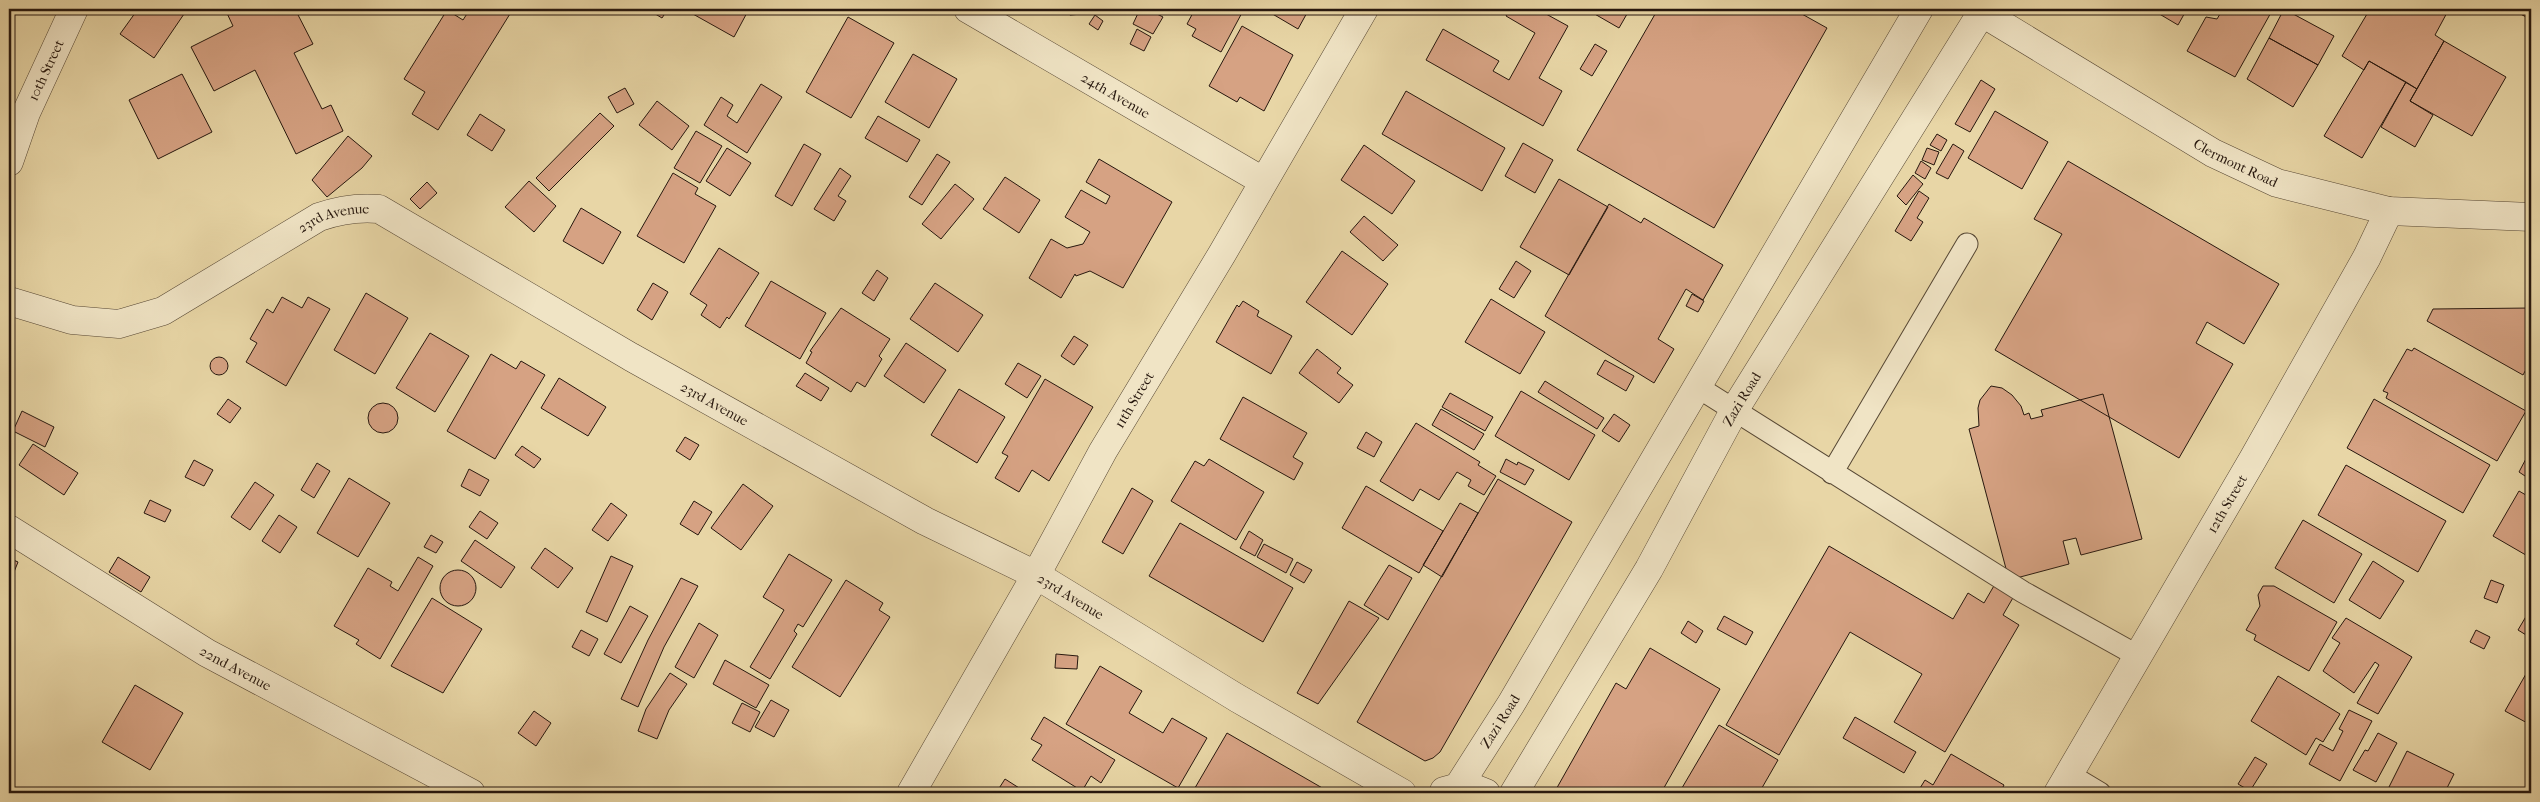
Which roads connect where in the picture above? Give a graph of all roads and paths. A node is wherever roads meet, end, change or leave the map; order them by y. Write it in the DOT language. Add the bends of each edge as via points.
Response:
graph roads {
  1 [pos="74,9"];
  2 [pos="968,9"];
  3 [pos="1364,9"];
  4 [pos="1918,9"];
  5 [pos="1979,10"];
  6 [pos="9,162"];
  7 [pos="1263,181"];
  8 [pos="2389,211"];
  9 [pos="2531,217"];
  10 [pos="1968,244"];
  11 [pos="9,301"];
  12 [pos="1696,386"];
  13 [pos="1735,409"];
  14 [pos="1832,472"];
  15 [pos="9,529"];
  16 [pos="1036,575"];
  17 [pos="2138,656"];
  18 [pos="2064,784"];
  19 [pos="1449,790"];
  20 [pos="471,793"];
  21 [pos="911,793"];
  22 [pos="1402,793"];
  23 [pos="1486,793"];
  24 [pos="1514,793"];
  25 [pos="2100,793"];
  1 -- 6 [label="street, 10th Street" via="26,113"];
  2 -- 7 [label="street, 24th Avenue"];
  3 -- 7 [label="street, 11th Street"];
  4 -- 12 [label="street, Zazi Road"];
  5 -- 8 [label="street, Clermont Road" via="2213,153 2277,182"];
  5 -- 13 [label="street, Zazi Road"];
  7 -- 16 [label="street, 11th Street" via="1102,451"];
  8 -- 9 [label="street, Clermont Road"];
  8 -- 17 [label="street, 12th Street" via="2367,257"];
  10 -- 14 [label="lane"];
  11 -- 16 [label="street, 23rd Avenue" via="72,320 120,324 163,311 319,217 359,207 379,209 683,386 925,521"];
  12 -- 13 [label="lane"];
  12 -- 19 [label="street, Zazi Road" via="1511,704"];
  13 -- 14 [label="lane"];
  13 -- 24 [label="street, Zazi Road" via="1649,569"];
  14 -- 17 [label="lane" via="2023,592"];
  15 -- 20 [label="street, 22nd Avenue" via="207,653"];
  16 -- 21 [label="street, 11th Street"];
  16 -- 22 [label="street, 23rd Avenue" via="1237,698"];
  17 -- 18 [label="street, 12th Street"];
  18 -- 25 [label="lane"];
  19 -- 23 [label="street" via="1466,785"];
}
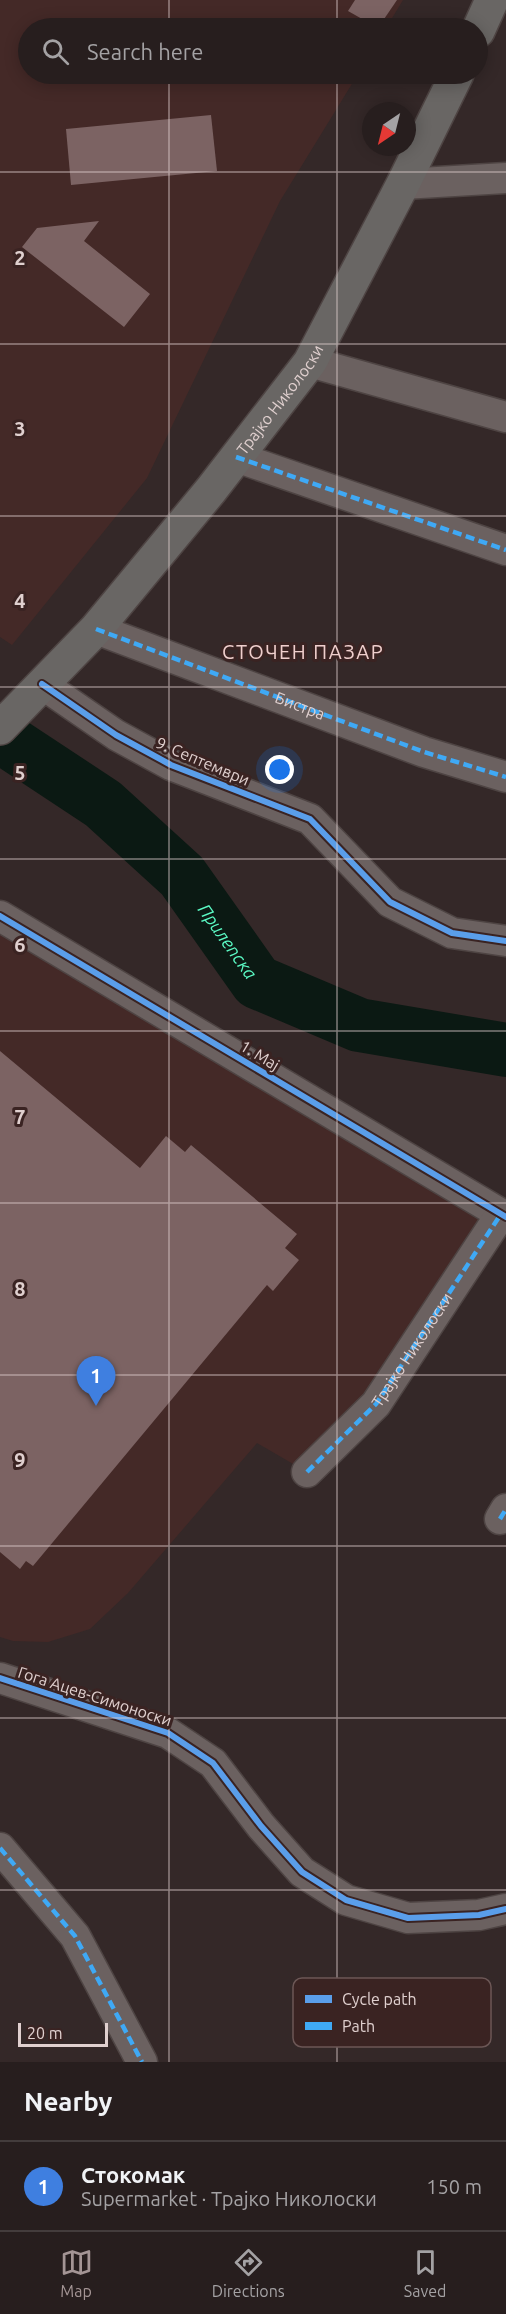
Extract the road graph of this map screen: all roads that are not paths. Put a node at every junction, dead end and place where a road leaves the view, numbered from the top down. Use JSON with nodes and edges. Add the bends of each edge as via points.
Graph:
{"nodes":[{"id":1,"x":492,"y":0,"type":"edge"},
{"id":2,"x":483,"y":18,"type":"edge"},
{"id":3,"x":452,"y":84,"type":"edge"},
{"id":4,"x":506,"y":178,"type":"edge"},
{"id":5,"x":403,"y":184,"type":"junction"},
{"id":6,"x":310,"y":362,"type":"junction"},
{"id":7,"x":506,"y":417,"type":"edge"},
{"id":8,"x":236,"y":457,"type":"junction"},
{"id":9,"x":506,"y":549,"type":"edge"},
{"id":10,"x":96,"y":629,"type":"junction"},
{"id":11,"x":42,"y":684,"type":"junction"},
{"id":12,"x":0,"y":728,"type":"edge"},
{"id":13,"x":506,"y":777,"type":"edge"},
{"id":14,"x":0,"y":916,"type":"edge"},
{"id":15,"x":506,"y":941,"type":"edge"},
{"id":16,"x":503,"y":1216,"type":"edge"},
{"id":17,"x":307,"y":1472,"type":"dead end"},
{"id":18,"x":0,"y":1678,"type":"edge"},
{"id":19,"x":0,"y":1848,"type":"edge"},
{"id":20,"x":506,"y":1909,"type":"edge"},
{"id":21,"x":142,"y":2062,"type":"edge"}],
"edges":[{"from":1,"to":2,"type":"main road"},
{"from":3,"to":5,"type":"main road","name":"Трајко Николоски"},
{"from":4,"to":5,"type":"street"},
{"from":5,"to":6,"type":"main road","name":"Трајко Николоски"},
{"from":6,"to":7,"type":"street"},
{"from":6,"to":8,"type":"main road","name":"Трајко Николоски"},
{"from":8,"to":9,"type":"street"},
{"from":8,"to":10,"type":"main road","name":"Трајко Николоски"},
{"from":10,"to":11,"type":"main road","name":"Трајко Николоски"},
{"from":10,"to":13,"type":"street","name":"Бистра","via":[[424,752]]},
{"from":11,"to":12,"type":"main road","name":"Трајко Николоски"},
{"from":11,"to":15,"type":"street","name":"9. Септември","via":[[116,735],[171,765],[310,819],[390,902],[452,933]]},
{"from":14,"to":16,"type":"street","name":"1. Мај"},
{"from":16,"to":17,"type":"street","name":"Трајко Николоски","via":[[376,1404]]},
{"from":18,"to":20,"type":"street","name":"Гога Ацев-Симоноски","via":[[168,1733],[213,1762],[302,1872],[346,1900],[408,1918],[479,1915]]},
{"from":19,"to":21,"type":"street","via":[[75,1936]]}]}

━━━━━━━━━━━━━━━━━━━━

What is required ::
Take every line above that includes the string "lane" and return it.

Solution to this exercise ::
  10 -- 14 [label="lane"];
  12 -- 13 [label="lane"];
  13 -- 14 [label="lane"];
  14 -- 17 [label="lane" via="2023,592"];
  18 -- 25 [label="lane"];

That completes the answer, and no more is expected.